The data:
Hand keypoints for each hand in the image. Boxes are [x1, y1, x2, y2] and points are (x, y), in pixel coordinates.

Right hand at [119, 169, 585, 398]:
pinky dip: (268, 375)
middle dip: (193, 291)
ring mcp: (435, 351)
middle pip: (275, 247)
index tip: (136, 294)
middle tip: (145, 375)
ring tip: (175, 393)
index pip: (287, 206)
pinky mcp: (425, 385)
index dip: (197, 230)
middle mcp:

--

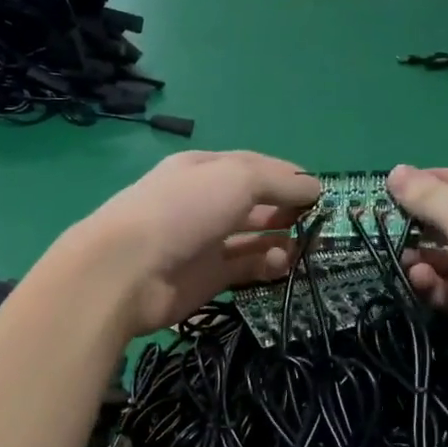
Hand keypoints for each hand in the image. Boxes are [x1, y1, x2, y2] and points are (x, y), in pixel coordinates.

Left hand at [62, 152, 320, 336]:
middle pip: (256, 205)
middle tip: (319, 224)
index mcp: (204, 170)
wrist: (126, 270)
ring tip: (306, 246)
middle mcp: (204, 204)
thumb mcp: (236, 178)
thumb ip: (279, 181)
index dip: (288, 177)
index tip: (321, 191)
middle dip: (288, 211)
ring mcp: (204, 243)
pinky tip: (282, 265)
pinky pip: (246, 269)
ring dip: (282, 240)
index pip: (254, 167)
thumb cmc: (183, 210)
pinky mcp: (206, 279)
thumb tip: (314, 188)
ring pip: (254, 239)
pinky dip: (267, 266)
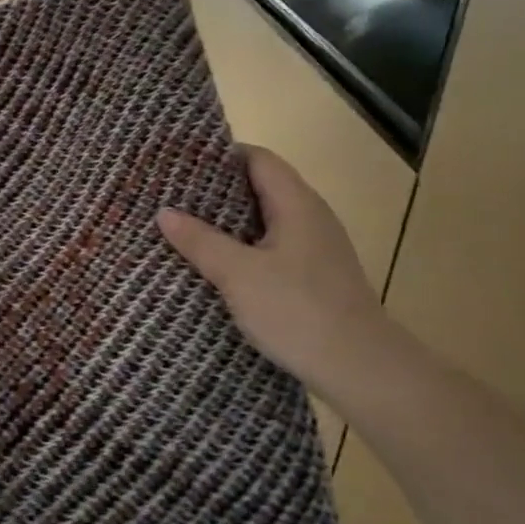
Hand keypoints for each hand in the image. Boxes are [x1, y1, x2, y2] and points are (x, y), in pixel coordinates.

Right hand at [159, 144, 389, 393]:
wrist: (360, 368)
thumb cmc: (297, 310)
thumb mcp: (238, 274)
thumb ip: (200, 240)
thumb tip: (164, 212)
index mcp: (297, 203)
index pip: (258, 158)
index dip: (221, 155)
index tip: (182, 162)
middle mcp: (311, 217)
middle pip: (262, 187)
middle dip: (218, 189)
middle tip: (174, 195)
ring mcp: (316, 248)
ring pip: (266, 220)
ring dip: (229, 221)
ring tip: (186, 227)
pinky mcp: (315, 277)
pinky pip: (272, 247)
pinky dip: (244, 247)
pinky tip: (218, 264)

What needs to be done: Return, unchanged, the run of lines above that opens with the line containing "Left hand at" and closes with the line containing "pinky tip: (282, 265)". Include both.

Response to the exercise:
Left hand at [62, 152, 320, 336]:
middle pip: (256, 205)
middle tip: (319, 224)
index mcp: (204, 170)
wrist: (126, 270)
ring tip: (306, 246)
middle mcp: (204, 204)
thumb mcp: (236, 178)
thumb ip: (279, 181)
index dip: (288, 177)
index tip: (321, 191)
middle dip: (288, 211)
ring mcp: (204, 243)
pinky tip: (282, 265)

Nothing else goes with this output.